We have a codebase built using Visual Studio 2008 that contains resource files (SR.resx). Some tool will create a file named "SR.Designer.cs" from SR.resx and VS2008 adds it to source control. All is well when first created. Things go badly when a second developer checks out the sources on his machine.

We use Perforce, which checks out files read-only.

If the second developer is starting from scratch, the first build generally fails with the message "Cannot write to the Strongly Typed Resource class file "SR.Designer.cs". We need to set all the files to read-write in order to do the build. This despite the fact that the SR.Designer.cs files are not changed (checked via "diff" after the build).

This also plays havoc with our build server, where we'd like to do the build starting from an empty directory, pull the sources and build.

How do folks deal with this situation?

The generated code contains:

/// <summary>
///   A strongly-typed resource class, for looking up localized strings, etc.
/// </summary>
// This class was auto-generated by the StronglyTypedResourceBuilder
// class via a tool like ResGen or Visual Studio.
// To add or remove a member, edit your .ResX file then rerun ResGen
// with the /str option, or rebuild your VS project.

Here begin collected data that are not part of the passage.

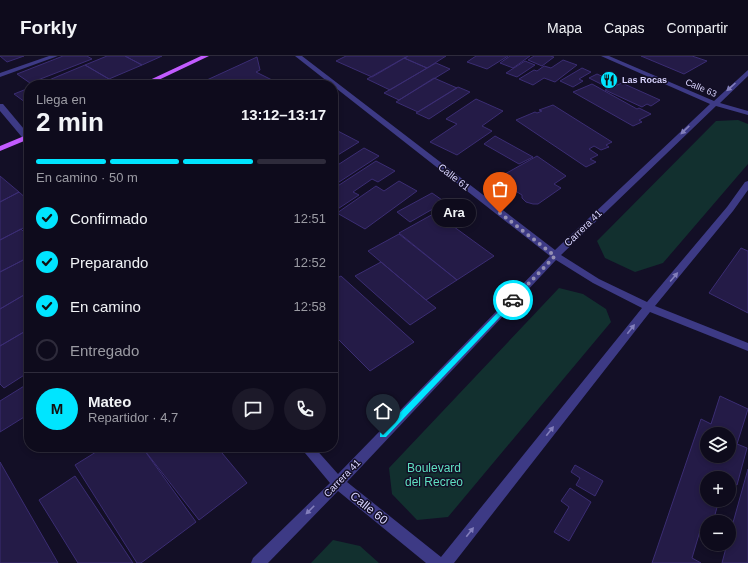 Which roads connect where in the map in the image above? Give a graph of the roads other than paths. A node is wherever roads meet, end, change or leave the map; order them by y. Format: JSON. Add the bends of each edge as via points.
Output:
{"nodes":[{"id":1,"x":56,"y":56,"type":"edge"},
{"id":2,"x":206,"y":56,"type":"edge"},
{"id":3,"x":298,"y":56,"type":"edge"},
{"id":4,"x":604,"y":56,"type":"edge"},
{"id":5,"x":748,"y":72,"type":"edge"},
{"id":6,"x":0,"y":75,"type":"edge"},
{"id":7,"x":153,"y":80,"type":"edge"},
{"id":8,"x":329,"y":80,"type":"edge"},
{"id":9,"x":338,"y":87,"type":"edge"},
{"id":10,"x":714,"y":103,"type":"junction"},
{"id":11,"x":0,"y":106,"type":"edge"},
{"id":12,"x":748,"y":113,"type":"edge"},
{"id":13,"x":24,"y":133,"type":"edge"},
{"id":14,"x":24,"y":140,"type":"edge"},
{"id":15,"x":0,"y":149,"type":"edge"},
{"id":16,"x":748,"y":184,"type":"edge"},
{"id":17,"x":555,"y":256,"type":"junction"},
{"id":18,"x":649,"y":307,"type":"junction"},
{"id":19,"x":748,"y":347,"type":"edge"},
{"id":20,"x":310,"y":452,"type":"edge"},
{"id":21,"x":338,"y":483,"type":"junction"},
{"id":22,"x":258,"y":563,"type":"edge"},
{"id":23,"x":437,"y":563,"type":"edge"},
{"id":24,"x":446,"y":563,"type":"edge"}],
"edges":[{"from":1,"to":6,"type":"street"},
{"from":2,"to":7,"type":"main road"},
{"from":3,"to":8,"type":"street","name":"Calle 61"},
{"from":4,"to":10,"type":"street","name":"Calle 63"},
{"from":5,"to":10,"type":"street","name":"Carrera 41","one_way":true},
{"from":9,"to":17,"type":"street","name":"Calle 61"},
{"from":10,"to":12,"type":"street","name":"Calle 63"},
{"from":10,"to":17,"type":"street","name":"Carrera 41","one_way":true},
{"from":11,"to":13,"type":"street"},
{"from":14,"to":15,"type":"main road"},
{"from":18,"to":16,"type":"street","one_way":true},
{"from":17,"to":18,"type":"street","name":"Calle 61","via":[[596,281]]},
{"from":17,"to":21,"type":"street","name":"Carrera 41"},
{"from":18,"to":19,"type":"street","name":"Calle 61"},
{"from":24,"to":18,"type":"street","one_way":true},
{"from":20,"to":21,"type":"street","name":"Calle 60"},
{"from":21,"to":22,"type":"street","name":"Carrera 41","one_way":true},
{"from":21,"to":23,"type":"street","name":"Calle 60"}]} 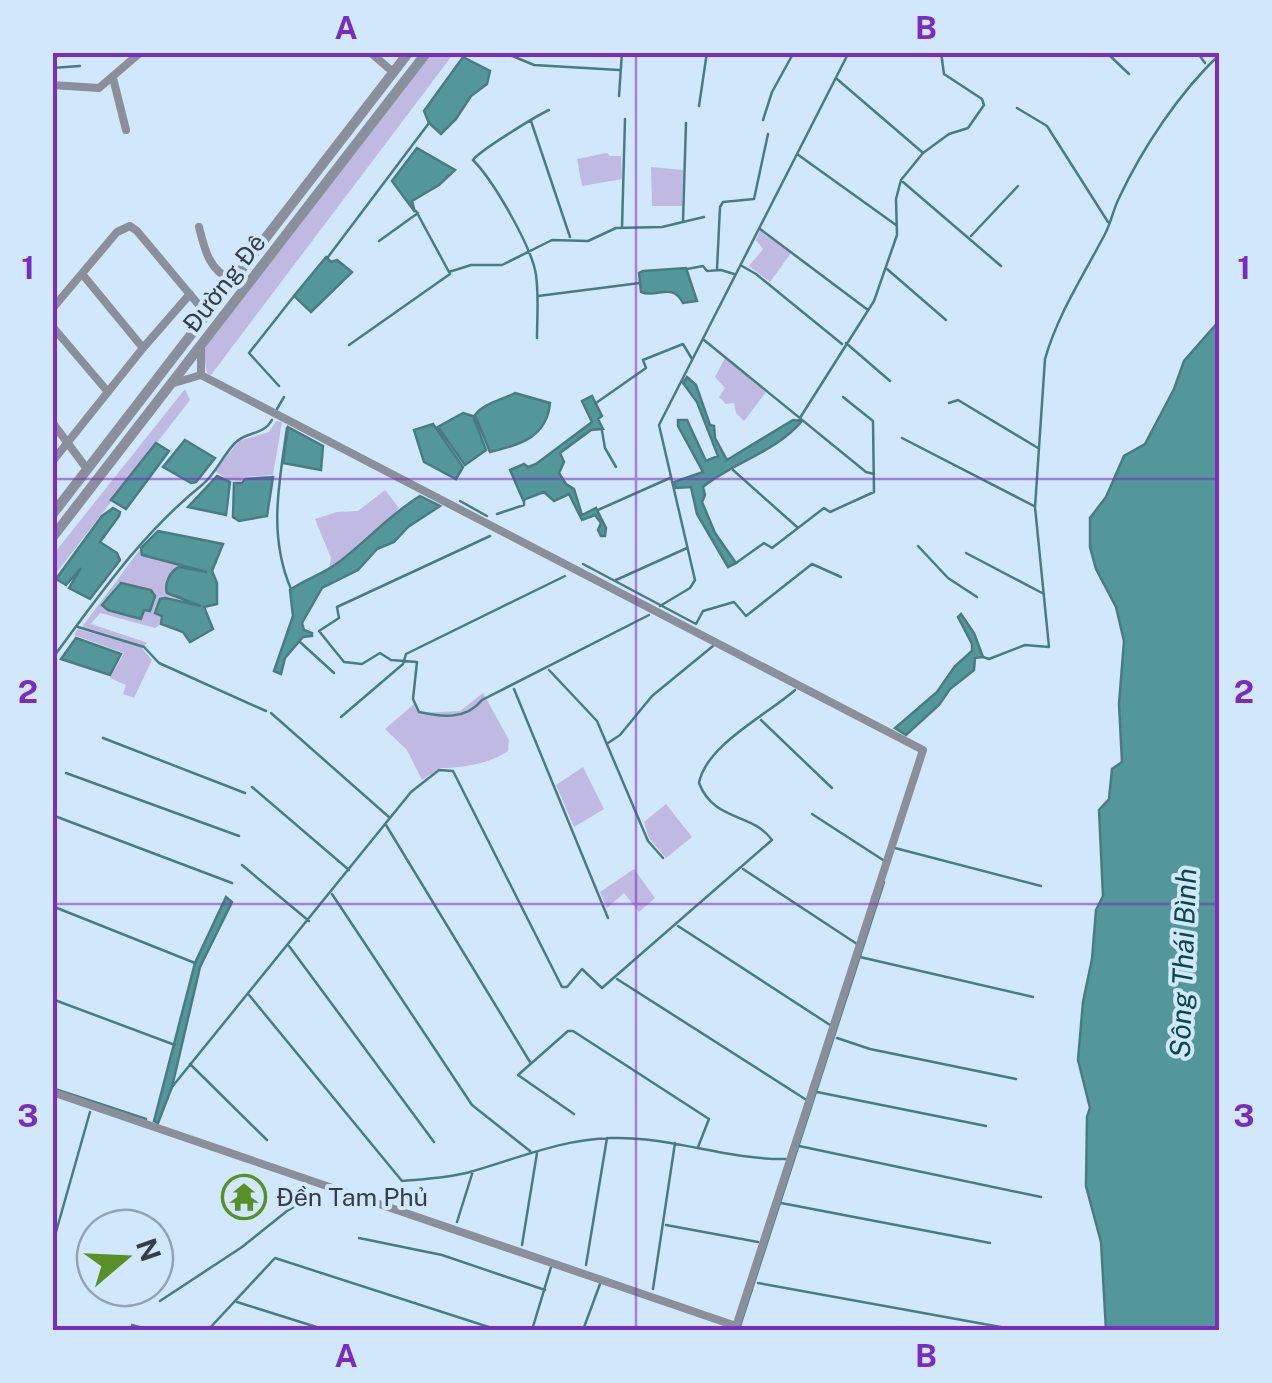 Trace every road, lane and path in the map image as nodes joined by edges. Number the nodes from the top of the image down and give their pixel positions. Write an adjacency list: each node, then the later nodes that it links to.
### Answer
1 (142, 52): 7 (street)
2 (370, 52): 6 (street)
3 (410, 52): 6 (street, Đường Đê)
4 (427, 52): 5 (street, Đường Đê)
5 (415, 68): 6 (street); 9 (street, Đường Đê)
6 (392, 75): 9 (street); 13 (street, Đường Đê)
7 (113, 78): 8 (street); 10 (street)
8 (52, 86)
9 (383, 110): 18 (street, Đường Đê)
10 (126, 130)
11 (200, 227): 13 (street)
12 (82, 275): 14 (street); 15 (street); 19 (street)
13 (233, 281): 16 (street, Đường Đê)
14 (190, 294): 16 (street); 19 (street)
15 (52, 309)
16 (208, 316): 27 (street, Đường Đê)
17 (52, 326): 22 (street)
18 (202, 344): 20 (street); 21 (street, Đường Đê)
19 (143, 348): 22 (street)
20 (201, 376): 21 (street); 31 (street)
21 (170, 384): 24 (street, Đường Đê)
22 (108, 392): 25 (street)
23 (52, 422): 25 (street)
24 (136, 430): 27 (street); 29 (street, Đường Đê)
25 (68, 442): 26 (street); 27 (street)
26 (52, 462)
27 (87, 470): 28 (street, Đường Đê)
28 (52, 514)
29 (52, 538)
30 (52, 1092): 31 (street)
31 (736, 1328) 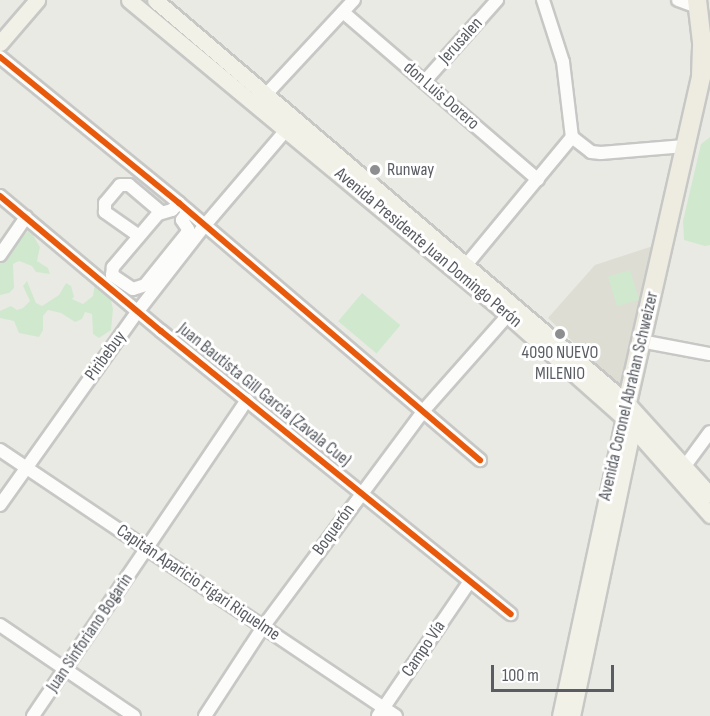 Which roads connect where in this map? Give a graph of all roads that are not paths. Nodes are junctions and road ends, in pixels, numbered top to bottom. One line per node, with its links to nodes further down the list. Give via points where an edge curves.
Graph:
1 (37, 0): 10 (main road)
2 (129, 0): 14 (main road, Avenida Presidente Juan Domingo Perón)
3 (155, 0): 14 (main road, Avenida Presidente Juan Domingo Perón)
4 (354, 0): 8 (street)
5 (497, 0): 12 (street, Jerusalen)
6 (543, 0): 16 (street, via 563,62)
7 (678, 0): 9 (street)
8 (343, 12): 12 (street, don Luis Dorero); 14 (street)
9 (705, 13): 13 (highway); 13 (highway)
10 (0, 43)
11 (0, 57): 20 (street)
12 (424, 82): 18 (street, don Luis Dorero)
13 (705, 83): 17 (highway, Avenida Coronel Abrahan Schweizer); 29 (highway, Avenida Coronel Abrahan Schweizer)
14 (262, 99): 15 (main road, Avenida Presidente Juan Domingo Perón); 25 (main road, Avenida Presidente Juan Domingo Perón)
15 (286, 129): 22 (street, Piribebuy); 27 (main road, Avenida Presidente Juan Domingo Perón)
16 (572, 137): 17 (street, via 591,152 601,153); 18 (street)
17 (685, 146): 33 (highway, Avenida Coronel Abrahan Schweizer)
18 (538, 180): 25 (street)
19 (0, 196): 21 (street, Juan Bautista Gill Garcia (Zavala Cue))
20 (176, 211): 22 (street); 23 (street); 23 (street, via 129,185 120,185 105,203 105,212); 23 (street, via 188,233 145,285 133,289 112,275 112,271)
21 (26, 216): 24 (street); 26 (street, Juan Bautista Gill Garcia (Zavala Cue))
22 (205, 225): 26 (street, Piribebuy); 32 (street)
23 (139, 236)
24 (0, 255)
25 (467, 264): 28 (main road, Avenida Presidente Juan Domingo Perón)
26 (138, 311): 31 (street, Juan Bautista Gill Garcia (Zavala Cue)); 39 (street, Piribebuy)
27 (508, 315): 28 (street); 32 (street, Boquerón); 33 (main road, Avenida Presidente Juan Domingo Perón)
28 (530, 319): 33 (main road, Avenida Presidente Juan Domingo Perón)
29 (651, 343): 30 (street); 33 (highway, Avenida Coronel Abrahan Schweizer)
30 (710, 354)
31 (247, 400): 41 (street, Juan Bautista Gill Garcia (Zavala Cue)); 45 (street, Juan Sinforiano Bogarín)
32 (424, 410): 37 (street); 41 (street, Boquerón)
33 (630, 415): 35 (main road, Avenida Presidente Juan Domingo Perón); 38 (main road, Avenida Coronel Abrahan Schweizer); 40 (main road, Avenida Presidente Juan Domingo Perón); 56 (main road, Avenida Coronel Abrahan Schweizer)
34 (710, 432): 40 (street)
35 (651, 449): 38 (main road, via 636,450); 40 (main road, Avenida Presidente Juan Domingo Perón)
36 (0, 450): 39 (street, Capitán Aparicio Figari Riquelme)
37 (480, 460)
38 (625, 465): 57 (main road, Avenida Coronel Abrahan Schweizer)
39 (26, 467): 43 (street, Piribebuy); 45 (street, Capitán Aparicio Figari Riquelme)
40 (680, 471): 42 (main road, Avenida Presidente Juan Domingo Perón); 44 (main road, Avenida Presidente Juan Domingo Perón)
41 (361, 493): 46 (street, Juan Bautista Gill Garcia (Zavala Cue)); 49 (street, Boquerón)
42 (710, 495)
43 (0, 505)
44 (710, 515)
45 (147, 548): 49 (street, Capitán Aparicio Figari Riquelme); 50 (street, Juan Sinforiano Bogarín)
46 (470, 581): 47 (street, Juan Bautista Gill Garcia (Zavala Cue)); 51 (street, Campo Vía)
47 (511, 614)
48 (0, 625): 50 (street)
49 (264, 627): 51 (street, Capitán Aparicio Figari Riquelme); 54 (street, Boquerón)
50 (65, 669): 52 (street, Juan Sinforiano Bogarín); 53 (street)
51 (381, 712): 55 (street, Capitán Aparicio Figari Riquelme)
52 (33, 716)
53 (134, 716)
54 (205, 716)
55 (396, 716)
56 (560, 716)
57 (572, 716) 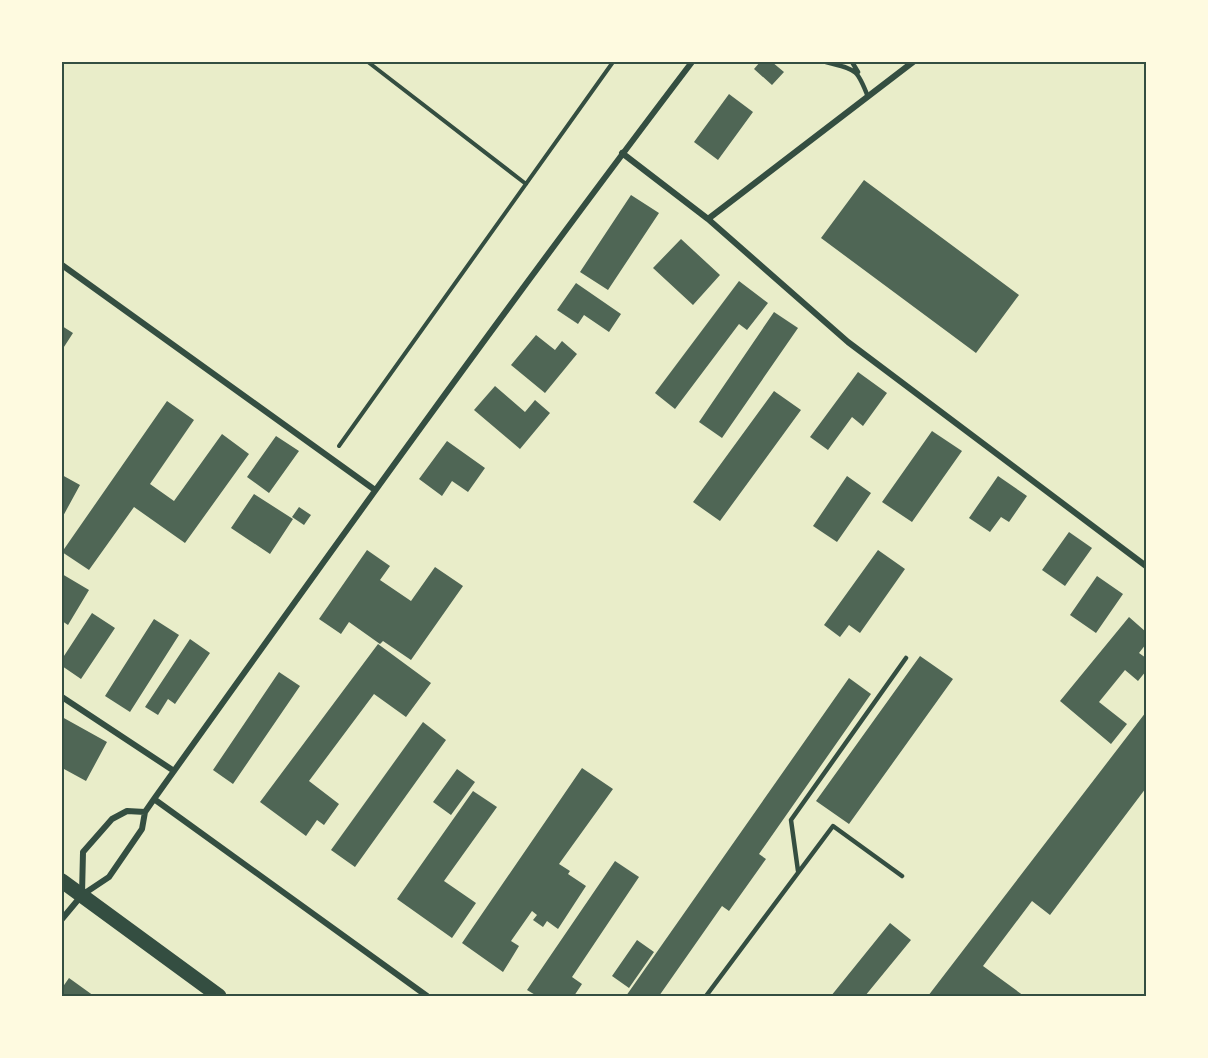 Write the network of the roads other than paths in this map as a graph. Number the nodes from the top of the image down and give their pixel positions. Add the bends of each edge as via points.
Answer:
1 (692, 62) edge
2 (826, 62) edge
3 (840, 62) edge
4 (852, 62) edge
5 (913, 62) edge
6 (846, 67) junction
7 (859, 74) junction
8 (868, 97) junction
9 (622, 153) junction
10 (708, 219) junction
11 (62, 265) edge
12 (375, 490) junction
13 (1146, 566) edge
14 (906, 658) dead end
15 (62, 697) edge
16 (174, 771) junction
17 (154, 799) junction
18 (145, 812) junction
19 (798, 871) junction
20 (902, 876) dead end
21 (62, 881) edge
22 (82, 895) junction
23 (62, 919) edge
24 (219, 996) edge
25 (426, 996) edge
26 (706, 996) edge

1 - 9 street
2 - 6 lane
3 - 6 lane
4 - 7 lane
5 - 8 street
6 - 7 lane
7 - 8 lane
8 - 10 street
9 - 10 street
9 - 12 street
10 - 13 street via 848,342
11 - 12 street
12 - 16 street
14 - 19 lane via 791,820
15 - 16 street
16 - 17 street
17 - 18 street
17 - 25 street
18 - 22 street via 142,829 109,877
18 - 22 street via 127,811 112,819 83,852
19 - 20 lane via 833,826
19 - 26 lane
21 - 22 main road
22 - 23 street
22 - 24 main road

Can I configure StronglyTypedResourceBuilder in any way?

A: 

Change the file attributes of the files in question to +w (always writable in workspace). On the command line, you can do this with

p4 reopen -t +w <file>

You can also do this in P4V with Actions -> Change Filetype.

obiltschnig
Thanks, this does the trick. The only reservation I have is a niggling doubt that the build produces the same .cs file each time. I guess I can either figure out the rules StrongTypeResourceBuilder follows; or I can add a script to diff each .cs file with the one in perforce.